- [TASK TO CARRY OUT]: Among the entries that follow, how many lines contain the word "paths"? Give the number alone.

- [INFORMATION PROVIDED]:
Start of Block

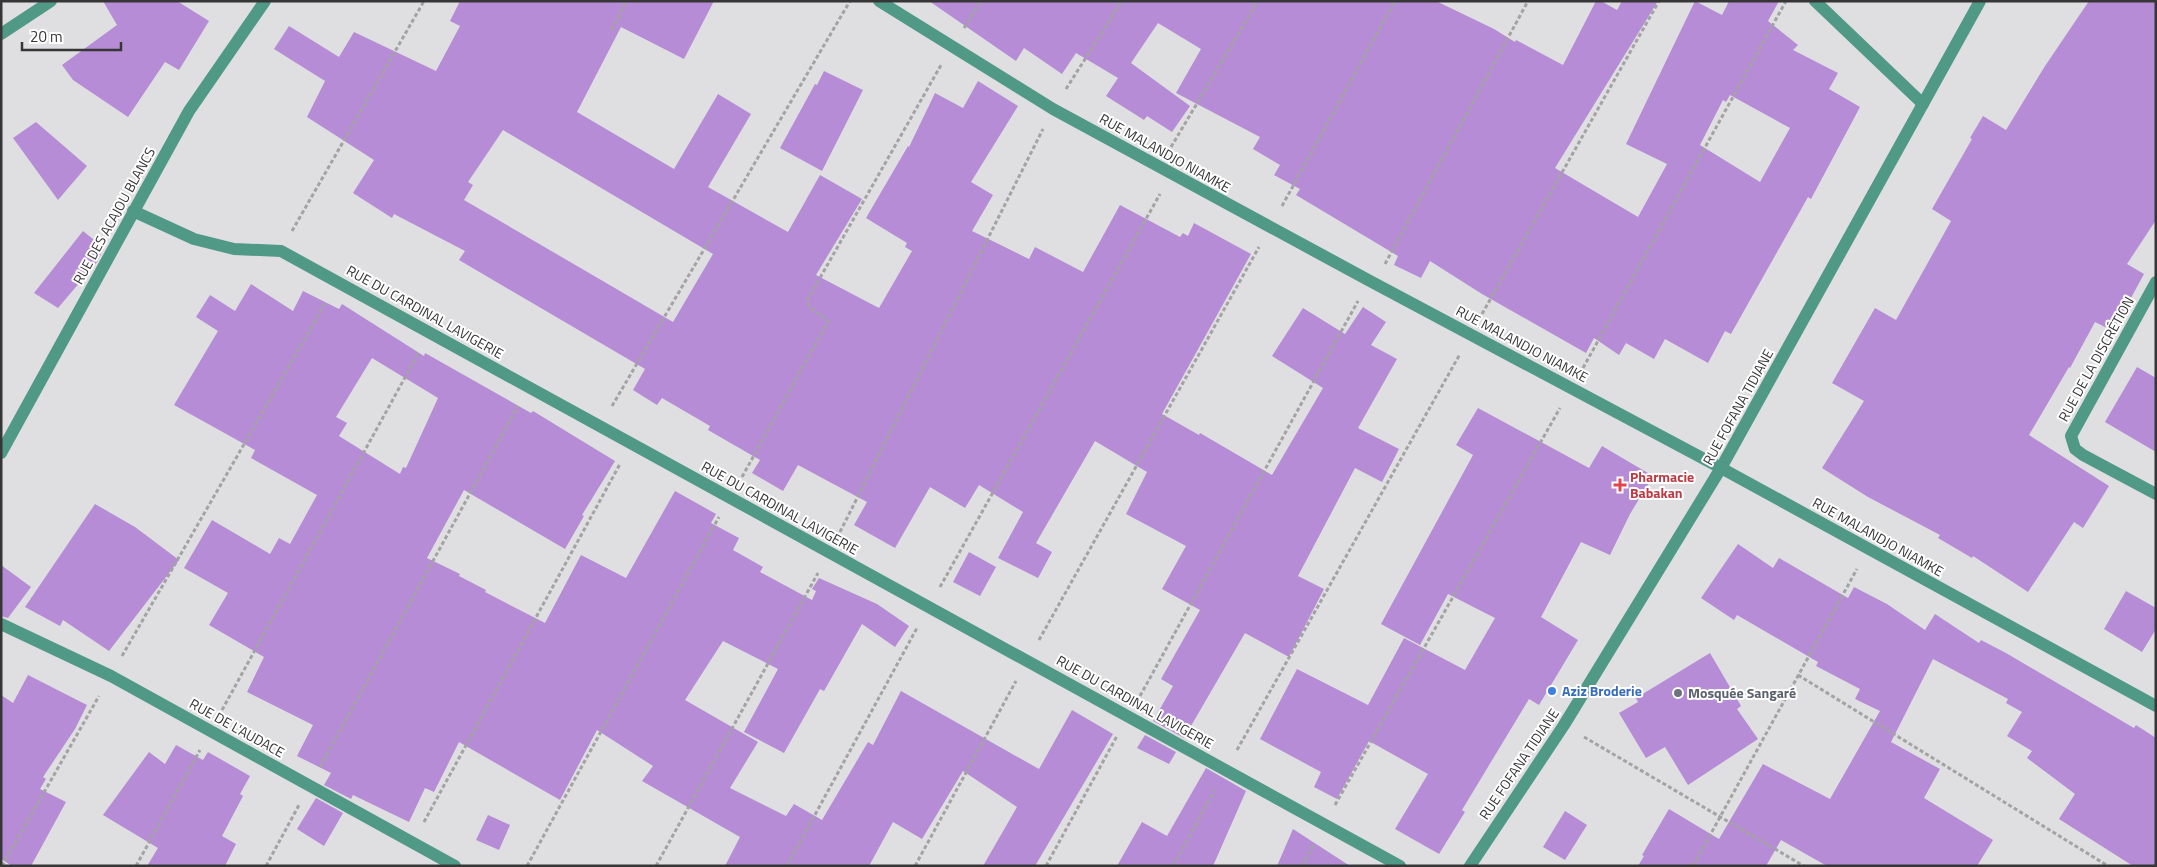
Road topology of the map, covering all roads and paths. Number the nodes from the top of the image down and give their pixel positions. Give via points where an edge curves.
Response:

End of Block
Start of Block

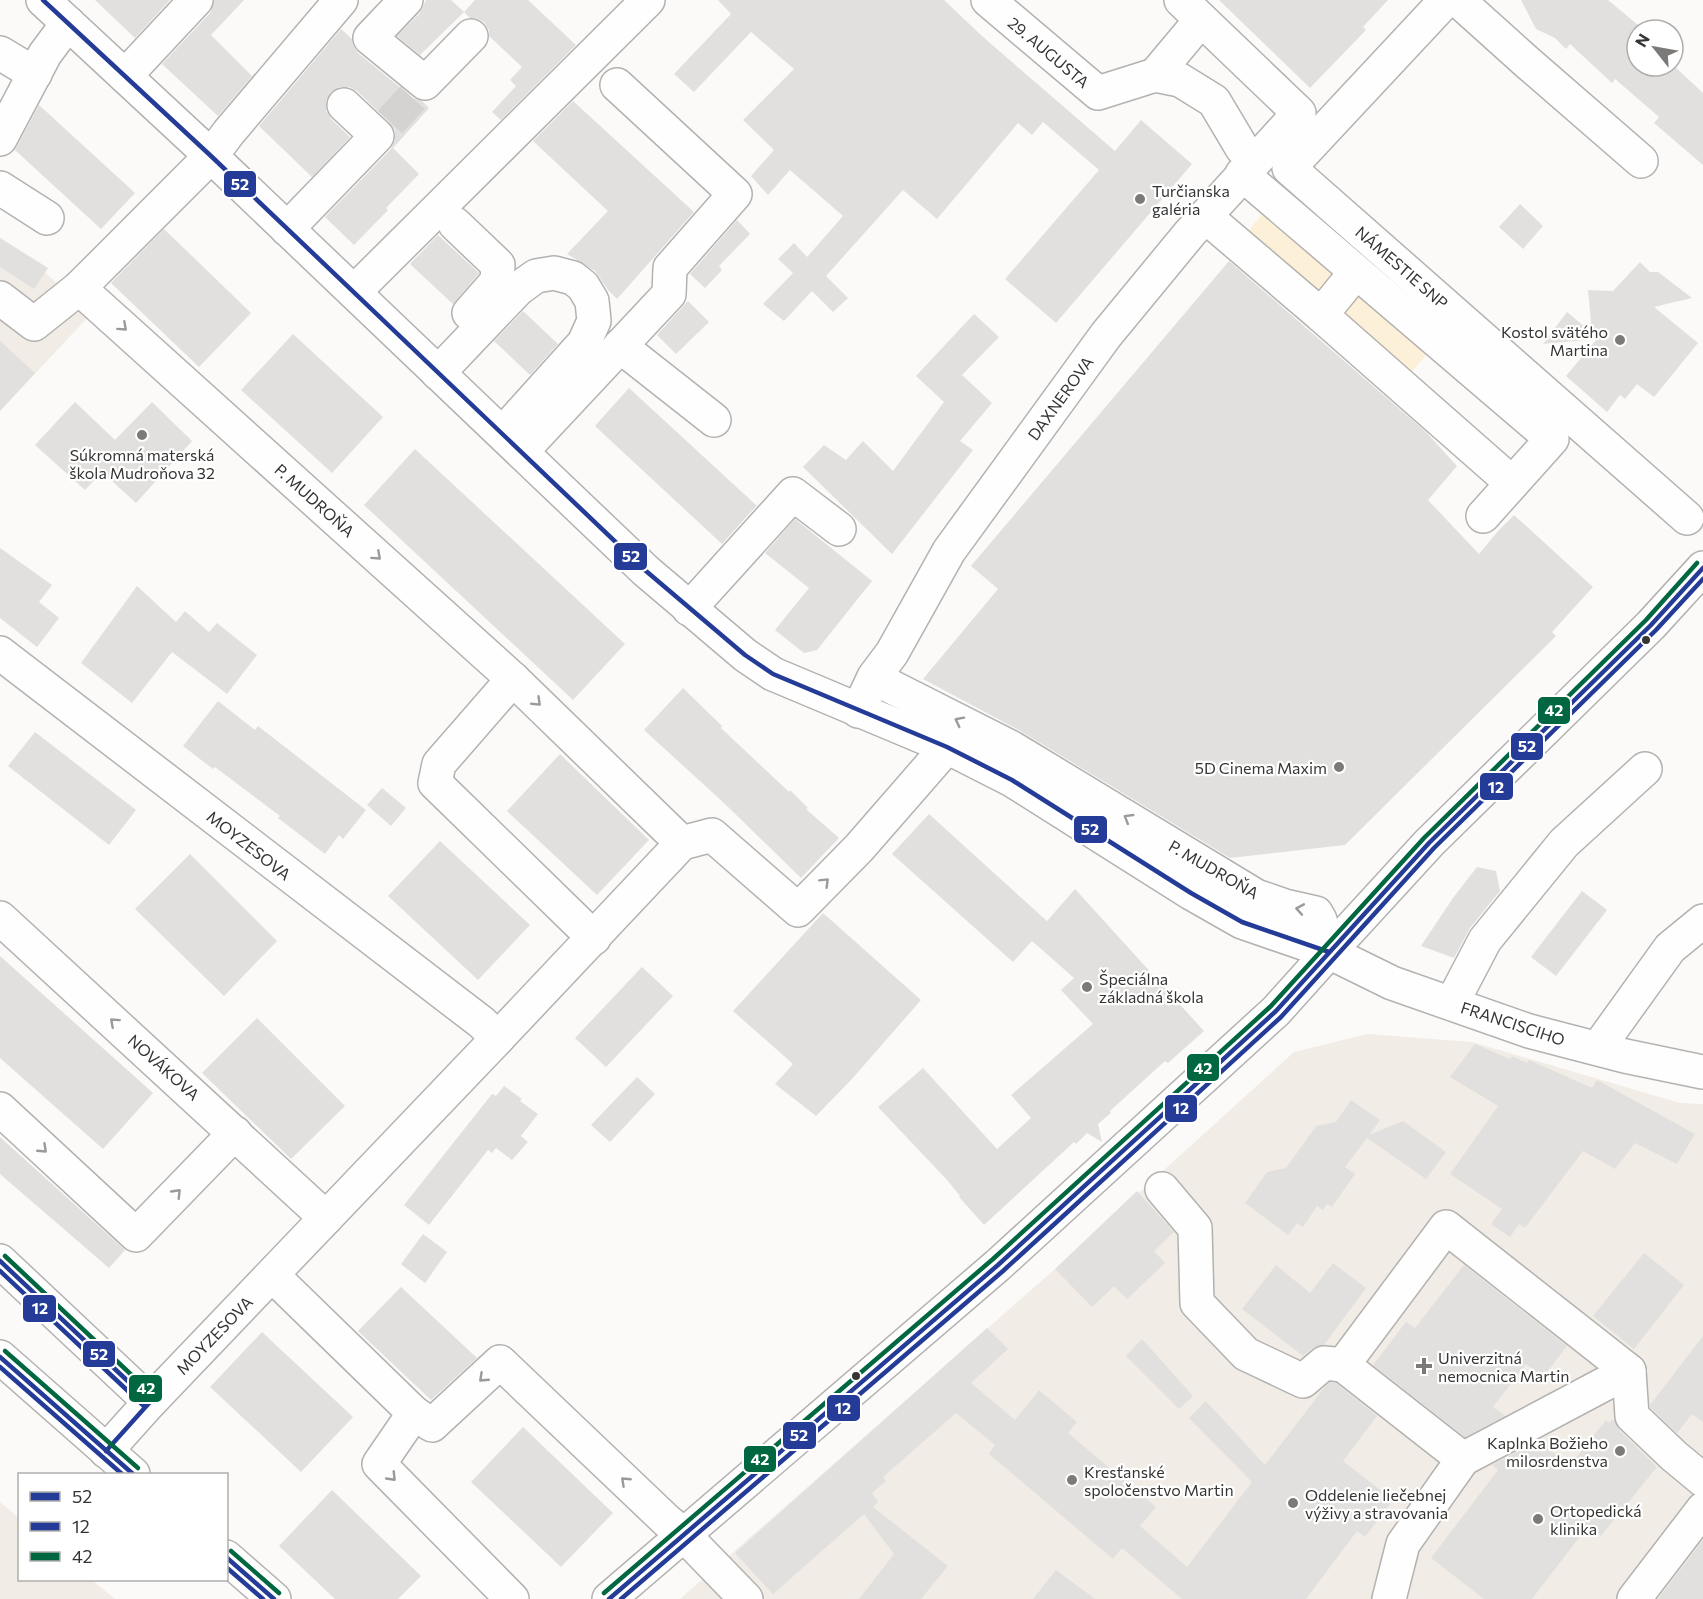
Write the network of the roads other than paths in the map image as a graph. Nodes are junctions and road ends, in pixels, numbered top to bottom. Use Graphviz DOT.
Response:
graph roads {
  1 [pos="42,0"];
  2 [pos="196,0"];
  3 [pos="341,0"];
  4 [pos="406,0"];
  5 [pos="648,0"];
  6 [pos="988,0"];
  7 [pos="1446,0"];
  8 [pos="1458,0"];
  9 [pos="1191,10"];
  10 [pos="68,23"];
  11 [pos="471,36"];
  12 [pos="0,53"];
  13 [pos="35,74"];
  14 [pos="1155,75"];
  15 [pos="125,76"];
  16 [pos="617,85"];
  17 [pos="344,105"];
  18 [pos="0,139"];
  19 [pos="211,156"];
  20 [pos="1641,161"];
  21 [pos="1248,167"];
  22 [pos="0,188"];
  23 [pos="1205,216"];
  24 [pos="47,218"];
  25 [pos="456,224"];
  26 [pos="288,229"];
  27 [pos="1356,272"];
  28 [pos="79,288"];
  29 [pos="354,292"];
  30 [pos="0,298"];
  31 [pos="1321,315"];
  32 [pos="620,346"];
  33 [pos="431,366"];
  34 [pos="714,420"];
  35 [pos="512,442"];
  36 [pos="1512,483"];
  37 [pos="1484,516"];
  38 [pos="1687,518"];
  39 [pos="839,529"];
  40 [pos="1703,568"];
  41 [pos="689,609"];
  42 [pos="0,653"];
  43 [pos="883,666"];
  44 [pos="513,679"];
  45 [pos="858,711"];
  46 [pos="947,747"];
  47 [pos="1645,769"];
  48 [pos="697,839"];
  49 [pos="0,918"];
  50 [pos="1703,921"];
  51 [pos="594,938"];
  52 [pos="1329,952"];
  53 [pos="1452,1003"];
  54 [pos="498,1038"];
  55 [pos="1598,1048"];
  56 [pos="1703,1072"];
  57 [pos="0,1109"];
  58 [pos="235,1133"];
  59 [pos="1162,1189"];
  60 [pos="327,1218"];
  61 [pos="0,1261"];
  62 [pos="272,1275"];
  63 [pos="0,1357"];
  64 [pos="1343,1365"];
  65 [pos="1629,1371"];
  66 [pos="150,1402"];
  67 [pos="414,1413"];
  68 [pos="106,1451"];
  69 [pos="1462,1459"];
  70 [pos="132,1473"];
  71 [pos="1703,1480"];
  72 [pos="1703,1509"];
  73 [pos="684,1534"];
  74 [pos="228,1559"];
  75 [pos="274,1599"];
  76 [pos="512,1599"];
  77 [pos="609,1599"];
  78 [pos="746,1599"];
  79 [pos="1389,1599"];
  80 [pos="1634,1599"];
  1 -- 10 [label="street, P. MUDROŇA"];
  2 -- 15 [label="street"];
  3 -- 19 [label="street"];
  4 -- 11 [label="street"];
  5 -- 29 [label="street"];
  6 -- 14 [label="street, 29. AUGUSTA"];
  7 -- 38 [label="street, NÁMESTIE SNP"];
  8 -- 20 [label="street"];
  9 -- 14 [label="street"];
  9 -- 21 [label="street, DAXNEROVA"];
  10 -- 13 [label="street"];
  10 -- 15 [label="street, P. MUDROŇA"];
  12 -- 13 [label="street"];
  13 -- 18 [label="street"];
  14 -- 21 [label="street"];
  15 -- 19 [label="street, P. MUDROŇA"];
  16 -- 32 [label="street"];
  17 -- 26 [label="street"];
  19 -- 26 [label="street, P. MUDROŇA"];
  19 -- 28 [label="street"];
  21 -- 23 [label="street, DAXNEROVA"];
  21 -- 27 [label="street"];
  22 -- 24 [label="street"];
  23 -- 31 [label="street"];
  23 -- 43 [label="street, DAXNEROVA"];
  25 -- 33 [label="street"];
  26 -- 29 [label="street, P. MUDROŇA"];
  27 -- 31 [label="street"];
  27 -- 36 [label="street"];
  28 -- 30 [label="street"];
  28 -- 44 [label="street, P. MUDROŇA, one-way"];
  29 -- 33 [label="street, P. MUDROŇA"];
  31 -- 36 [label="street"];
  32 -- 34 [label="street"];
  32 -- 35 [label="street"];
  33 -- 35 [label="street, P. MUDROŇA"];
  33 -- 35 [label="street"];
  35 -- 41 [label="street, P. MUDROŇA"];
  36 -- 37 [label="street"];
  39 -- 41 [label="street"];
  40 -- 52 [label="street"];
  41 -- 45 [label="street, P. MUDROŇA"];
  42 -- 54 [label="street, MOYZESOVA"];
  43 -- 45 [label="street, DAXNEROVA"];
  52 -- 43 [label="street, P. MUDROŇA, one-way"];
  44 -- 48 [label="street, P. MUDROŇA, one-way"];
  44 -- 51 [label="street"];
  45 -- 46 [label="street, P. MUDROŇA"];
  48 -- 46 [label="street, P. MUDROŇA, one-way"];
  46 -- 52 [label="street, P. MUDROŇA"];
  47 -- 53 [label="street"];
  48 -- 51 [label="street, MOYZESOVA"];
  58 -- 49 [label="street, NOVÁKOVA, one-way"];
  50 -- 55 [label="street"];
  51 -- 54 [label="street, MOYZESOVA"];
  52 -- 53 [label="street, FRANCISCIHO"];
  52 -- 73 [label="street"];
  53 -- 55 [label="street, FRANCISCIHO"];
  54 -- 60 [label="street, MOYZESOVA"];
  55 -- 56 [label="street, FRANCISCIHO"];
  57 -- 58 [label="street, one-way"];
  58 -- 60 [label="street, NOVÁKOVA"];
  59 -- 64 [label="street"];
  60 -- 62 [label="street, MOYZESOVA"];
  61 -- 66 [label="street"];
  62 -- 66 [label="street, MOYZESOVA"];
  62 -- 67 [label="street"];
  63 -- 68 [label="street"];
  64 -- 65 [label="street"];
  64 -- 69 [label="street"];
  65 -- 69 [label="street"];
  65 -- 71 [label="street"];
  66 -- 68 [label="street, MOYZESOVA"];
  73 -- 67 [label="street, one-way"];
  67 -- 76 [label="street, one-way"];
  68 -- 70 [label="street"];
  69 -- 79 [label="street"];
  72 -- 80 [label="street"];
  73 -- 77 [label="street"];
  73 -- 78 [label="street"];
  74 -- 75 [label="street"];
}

End of Block

- [ANSWER BOX]: 2